Выход на тропу войны
Выход на тропу войны
Я чуть ли не со дня рождения знала, что у нас, в Cоветской стране, граница на замке. Я даже довольно явственно представляла себе этот большой, покрытый налетом ржавчины амбарный замок, вроде того, какой висел на дверях сарая у нашей дачной хозяйки в Санжарах. Где-то годам к одиннадцати привычный образ сарайного замка начал смешиваться в моем сознании с другим замком, которым, по слухам, один знакомый ревнивый старик запирал специальные кожаные трусы своей молодой жены, в результате чего он вынужден был каждый раз сопровождать ее в уборную – отпирать и запирать снова.
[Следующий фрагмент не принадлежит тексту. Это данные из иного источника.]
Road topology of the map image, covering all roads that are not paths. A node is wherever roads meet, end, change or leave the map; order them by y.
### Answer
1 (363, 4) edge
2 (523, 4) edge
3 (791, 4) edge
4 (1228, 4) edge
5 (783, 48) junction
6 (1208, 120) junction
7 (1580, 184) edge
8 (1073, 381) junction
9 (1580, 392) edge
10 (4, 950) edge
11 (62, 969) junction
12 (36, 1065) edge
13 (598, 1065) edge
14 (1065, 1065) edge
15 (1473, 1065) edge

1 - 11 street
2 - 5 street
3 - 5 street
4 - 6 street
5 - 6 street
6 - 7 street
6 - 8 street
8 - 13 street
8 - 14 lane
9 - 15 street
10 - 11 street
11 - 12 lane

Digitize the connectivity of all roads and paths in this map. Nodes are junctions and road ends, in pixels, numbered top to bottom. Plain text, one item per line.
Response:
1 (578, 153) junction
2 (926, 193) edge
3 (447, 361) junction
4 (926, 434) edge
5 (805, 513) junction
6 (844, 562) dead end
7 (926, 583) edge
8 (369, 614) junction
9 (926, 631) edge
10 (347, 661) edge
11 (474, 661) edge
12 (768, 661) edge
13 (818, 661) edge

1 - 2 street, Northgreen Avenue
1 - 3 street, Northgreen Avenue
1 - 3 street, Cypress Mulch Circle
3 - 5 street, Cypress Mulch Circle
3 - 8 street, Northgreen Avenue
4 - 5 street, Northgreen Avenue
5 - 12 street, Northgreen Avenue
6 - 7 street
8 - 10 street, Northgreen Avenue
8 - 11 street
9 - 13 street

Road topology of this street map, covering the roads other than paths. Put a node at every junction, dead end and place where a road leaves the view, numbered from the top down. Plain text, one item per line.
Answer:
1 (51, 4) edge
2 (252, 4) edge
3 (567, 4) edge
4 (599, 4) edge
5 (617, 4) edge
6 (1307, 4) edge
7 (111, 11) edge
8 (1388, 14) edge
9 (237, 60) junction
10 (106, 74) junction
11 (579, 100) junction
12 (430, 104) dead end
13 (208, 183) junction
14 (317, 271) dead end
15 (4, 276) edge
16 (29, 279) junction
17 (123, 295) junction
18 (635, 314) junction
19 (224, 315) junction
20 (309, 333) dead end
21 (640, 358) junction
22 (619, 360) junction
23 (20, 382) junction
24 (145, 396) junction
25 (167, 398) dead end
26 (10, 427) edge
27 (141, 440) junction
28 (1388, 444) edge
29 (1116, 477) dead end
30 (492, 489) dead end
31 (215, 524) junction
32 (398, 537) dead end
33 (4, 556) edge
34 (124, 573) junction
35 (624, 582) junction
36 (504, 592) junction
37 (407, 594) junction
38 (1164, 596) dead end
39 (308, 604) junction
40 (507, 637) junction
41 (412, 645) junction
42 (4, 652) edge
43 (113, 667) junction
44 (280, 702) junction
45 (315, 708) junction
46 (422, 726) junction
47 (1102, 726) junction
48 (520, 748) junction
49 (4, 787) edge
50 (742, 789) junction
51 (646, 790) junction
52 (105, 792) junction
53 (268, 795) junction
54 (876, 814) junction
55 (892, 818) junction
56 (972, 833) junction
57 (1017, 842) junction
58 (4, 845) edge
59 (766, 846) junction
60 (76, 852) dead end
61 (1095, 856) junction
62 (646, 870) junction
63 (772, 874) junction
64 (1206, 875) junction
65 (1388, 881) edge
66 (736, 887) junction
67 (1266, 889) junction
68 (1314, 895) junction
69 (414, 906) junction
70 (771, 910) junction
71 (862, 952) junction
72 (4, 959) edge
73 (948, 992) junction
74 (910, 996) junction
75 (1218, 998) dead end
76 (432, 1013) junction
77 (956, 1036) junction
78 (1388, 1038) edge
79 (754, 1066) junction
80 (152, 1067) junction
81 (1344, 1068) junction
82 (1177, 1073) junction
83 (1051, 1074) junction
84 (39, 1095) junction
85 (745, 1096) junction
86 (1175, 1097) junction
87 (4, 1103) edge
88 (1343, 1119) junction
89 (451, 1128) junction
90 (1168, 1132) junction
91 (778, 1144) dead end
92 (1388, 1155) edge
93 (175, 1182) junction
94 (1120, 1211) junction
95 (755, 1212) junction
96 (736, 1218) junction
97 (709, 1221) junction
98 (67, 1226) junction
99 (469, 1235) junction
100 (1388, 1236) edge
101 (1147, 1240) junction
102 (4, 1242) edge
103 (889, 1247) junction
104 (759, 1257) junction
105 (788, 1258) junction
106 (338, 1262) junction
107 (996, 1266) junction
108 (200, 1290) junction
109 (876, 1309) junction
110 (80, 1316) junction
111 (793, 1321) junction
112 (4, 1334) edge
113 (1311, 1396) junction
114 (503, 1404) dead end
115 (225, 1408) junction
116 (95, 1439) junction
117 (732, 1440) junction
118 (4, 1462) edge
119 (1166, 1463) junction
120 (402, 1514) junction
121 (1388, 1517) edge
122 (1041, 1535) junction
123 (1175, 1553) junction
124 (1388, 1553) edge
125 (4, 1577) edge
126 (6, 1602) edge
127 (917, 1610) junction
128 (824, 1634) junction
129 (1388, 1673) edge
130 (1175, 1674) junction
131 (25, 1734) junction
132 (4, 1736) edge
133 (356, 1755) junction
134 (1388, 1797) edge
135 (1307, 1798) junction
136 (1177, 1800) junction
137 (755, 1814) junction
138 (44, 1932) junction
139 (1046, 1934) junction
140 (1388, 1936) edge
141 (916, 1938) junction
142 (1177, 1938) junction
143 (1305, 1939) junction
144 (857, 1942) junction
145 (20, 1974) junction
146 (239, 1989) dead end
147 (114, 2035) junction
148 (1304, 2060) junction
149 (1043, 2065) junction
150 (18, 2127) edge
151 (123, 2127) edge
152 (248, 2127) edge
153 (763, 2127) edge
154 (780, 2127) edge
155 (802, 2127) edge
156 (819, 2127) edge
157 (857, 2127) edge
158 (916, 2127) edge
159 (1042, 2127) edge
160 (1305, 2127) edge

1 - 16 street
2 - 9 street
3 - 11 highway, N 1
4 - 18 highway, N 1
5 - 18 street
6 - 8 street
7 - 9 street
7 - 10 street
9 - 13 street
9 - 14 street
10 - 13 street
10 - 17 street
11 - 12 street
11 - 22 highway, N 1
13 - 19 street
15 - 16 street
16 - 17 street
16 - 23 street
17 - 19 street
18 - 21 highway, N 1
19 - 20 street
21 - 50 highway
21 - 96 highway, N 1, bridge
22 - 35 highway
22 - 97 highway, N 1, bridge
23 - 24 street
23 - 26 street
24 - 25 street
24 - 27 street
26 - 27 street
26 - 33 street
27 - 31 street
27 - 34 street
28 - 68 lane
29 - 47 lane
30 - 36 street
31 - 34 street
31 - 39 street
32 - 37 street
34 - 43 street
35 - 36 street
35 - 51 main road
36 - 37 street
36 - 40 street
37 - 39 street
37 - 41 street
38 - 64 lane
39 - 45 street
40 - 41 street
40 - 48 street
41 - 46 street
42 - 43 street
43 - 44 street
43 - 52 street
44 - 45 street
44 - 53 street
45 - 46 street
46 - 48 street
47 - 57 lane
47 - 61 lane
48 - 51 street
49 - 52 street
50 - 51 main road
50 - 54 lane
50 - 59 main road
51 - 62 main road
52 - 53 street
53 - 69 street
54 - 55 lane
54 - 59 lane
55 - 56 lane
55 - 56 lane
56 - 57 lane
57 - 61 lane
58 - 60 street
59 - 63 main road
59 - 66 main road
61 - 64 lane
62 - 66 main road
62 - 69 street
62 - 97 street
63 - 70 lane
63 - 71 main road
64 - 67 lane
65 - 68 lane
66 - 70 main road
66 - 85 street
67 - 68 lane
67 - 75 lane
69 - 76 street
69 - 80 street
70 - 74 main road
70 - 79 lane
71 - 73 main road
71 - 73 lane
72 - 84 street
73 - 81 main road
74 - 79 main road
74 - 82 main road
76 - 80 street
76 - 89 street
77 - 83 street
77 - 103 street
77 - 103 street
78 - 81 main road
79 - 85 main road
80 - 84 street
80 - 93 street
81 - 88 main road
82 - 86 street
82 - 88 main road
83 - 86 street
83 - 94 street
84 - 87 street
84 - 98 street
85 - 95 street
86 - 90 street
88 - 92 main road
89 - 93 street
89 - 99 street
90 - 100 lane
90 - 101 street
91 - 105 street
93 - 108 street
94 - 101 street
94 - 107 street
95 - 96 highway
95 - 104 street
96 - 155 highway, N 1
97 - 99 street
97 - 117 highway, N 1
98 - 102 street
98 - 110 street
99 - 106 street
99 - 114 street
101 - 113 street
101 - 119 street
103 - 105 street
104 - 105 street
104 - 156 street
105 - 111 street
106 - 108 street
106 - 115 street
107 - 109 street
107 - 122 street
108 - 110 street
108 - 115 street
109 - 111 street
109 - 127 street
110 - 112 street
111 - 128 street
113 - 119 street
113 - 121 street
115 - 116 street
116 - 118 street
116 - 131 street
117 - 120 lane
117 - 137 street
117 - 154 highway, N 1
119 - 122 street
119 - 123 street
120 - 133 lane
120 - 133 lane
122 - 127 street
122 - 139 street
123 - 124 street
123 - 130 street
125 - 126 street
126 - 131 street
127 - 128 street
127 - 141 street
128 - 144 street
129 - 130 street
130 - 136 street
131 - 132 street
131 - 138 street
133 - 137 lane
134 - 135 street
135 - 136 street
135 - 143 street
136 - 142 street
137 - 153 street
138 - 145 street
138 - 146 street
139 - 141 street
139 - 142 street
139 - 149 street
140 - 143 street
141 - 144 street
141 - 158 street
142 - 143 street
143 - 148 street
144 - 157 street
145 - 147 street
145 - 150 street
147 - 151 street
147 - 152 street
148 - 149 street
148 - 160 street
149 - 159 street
В этой легенде самым удивительным казалось веселое лицо молодой женщины, обреченной круглосуточно томиться в наглухо закупоренных кожаных трусах.
Наверно, так же следовало бы удивляться разнообразным и отнюдь не всегда грустным настроениям окружающих меня людей, надежно запертых на замок, но они, как и я сама, вполне притерпелись к своей жизненной ситуации и не слишком о ней задумывались, – как к мысли о неизбежности смерти.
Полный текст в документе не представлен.